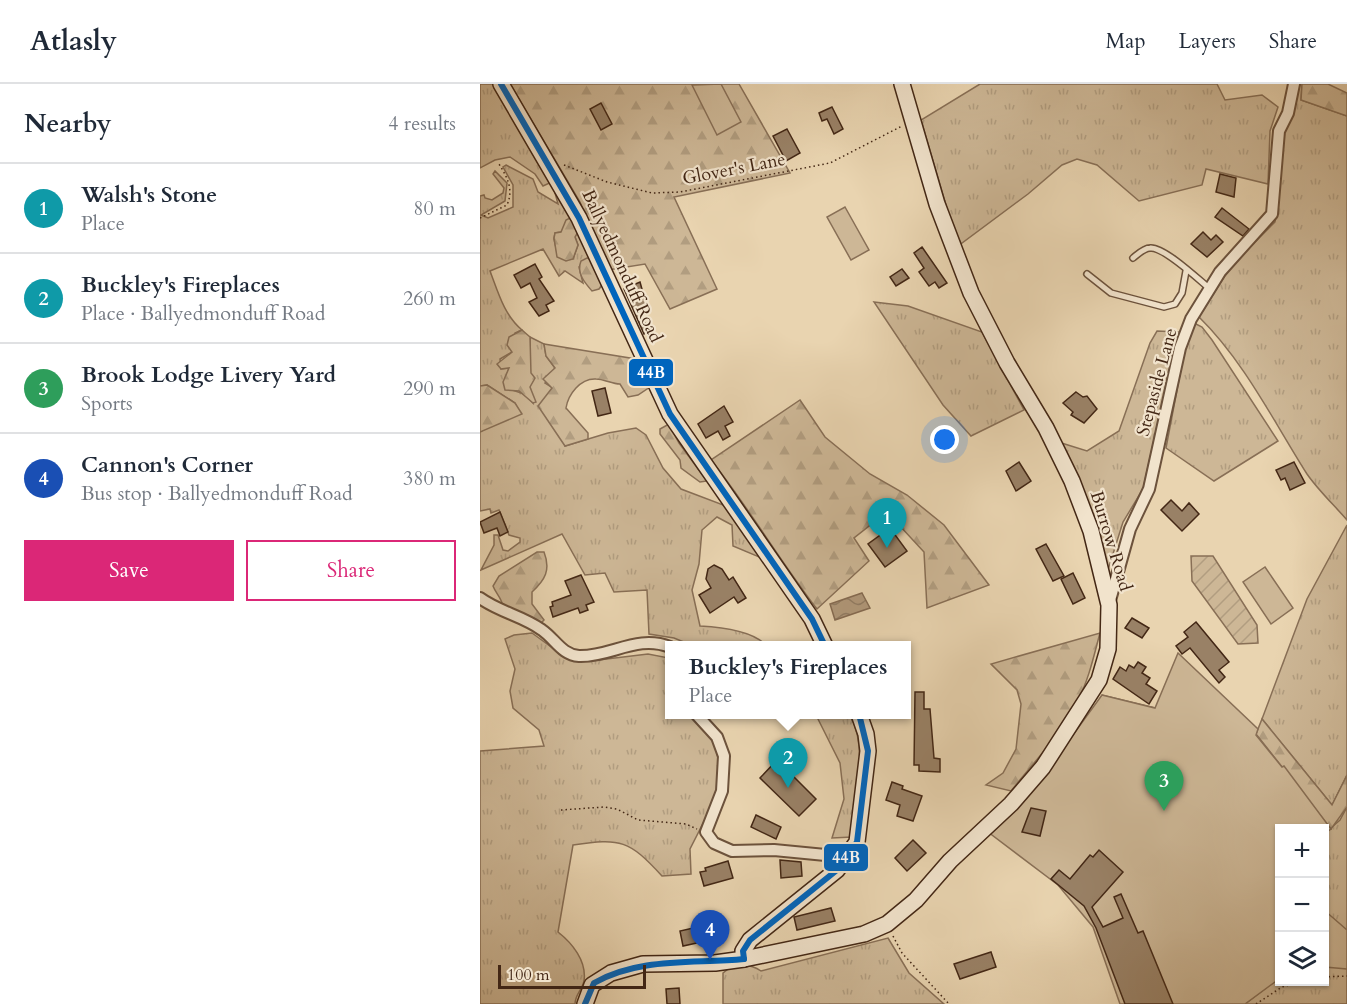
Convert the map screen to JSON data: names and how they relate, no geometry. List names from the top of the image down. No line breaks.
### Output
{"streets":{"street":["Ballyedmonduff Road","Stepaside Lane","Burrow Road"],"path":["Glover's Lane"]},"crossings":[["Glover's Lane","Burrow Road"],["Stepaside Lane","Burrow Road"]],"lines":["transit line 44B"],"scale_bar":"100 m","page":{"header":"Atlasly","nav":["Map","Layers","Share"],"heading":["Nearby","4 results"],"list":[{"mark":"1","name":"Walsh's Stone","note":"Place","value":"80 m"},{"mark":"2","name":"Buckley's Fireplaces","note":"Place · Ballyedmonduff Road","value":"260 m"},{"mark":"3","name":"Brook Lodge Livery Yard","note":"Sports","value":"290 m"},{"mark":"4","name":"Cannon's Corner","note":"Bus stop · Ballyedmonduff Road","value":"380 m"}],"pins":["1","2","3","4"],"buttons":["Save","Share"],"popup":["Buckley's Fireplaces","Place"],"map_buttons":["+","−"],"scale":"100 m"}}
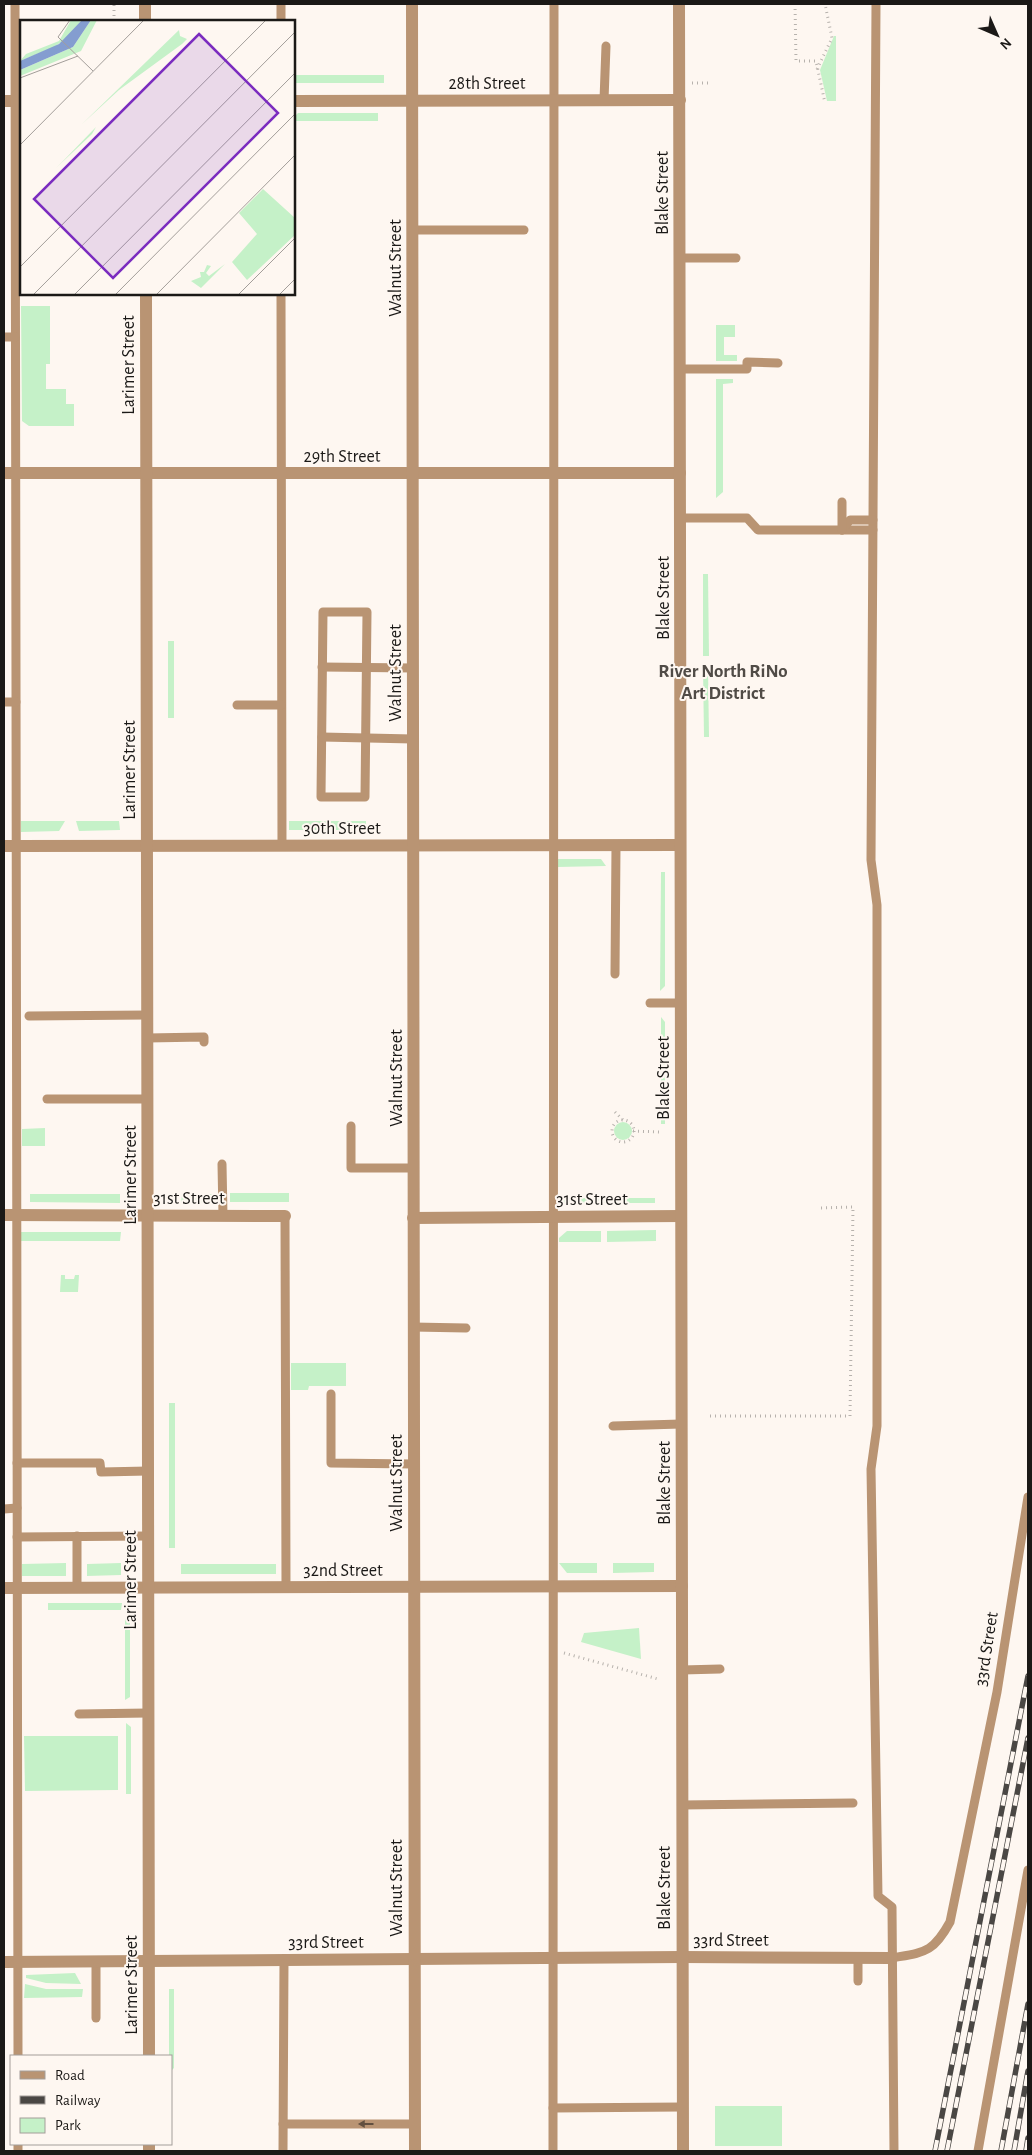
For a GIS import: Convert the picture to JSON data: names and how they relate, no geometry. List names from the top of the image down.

---

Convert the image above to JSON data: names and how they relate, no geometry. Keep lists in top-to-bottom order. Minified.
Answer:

(Task statement): In the material above, find the lines that contain "Convert" and show them.

(Answer):
Convert the map screen to JSON data: names and how they relate, no geometry. List names from the top of the image down. No line breaks.
For a GIS import: Convert the picture to JSON data: names and how they relate, no geometry. List names from the top of the image down.
Convert the image above to JSON data: names and how they relate, no geometry. Keep lists in top-to-bottom order. Minified.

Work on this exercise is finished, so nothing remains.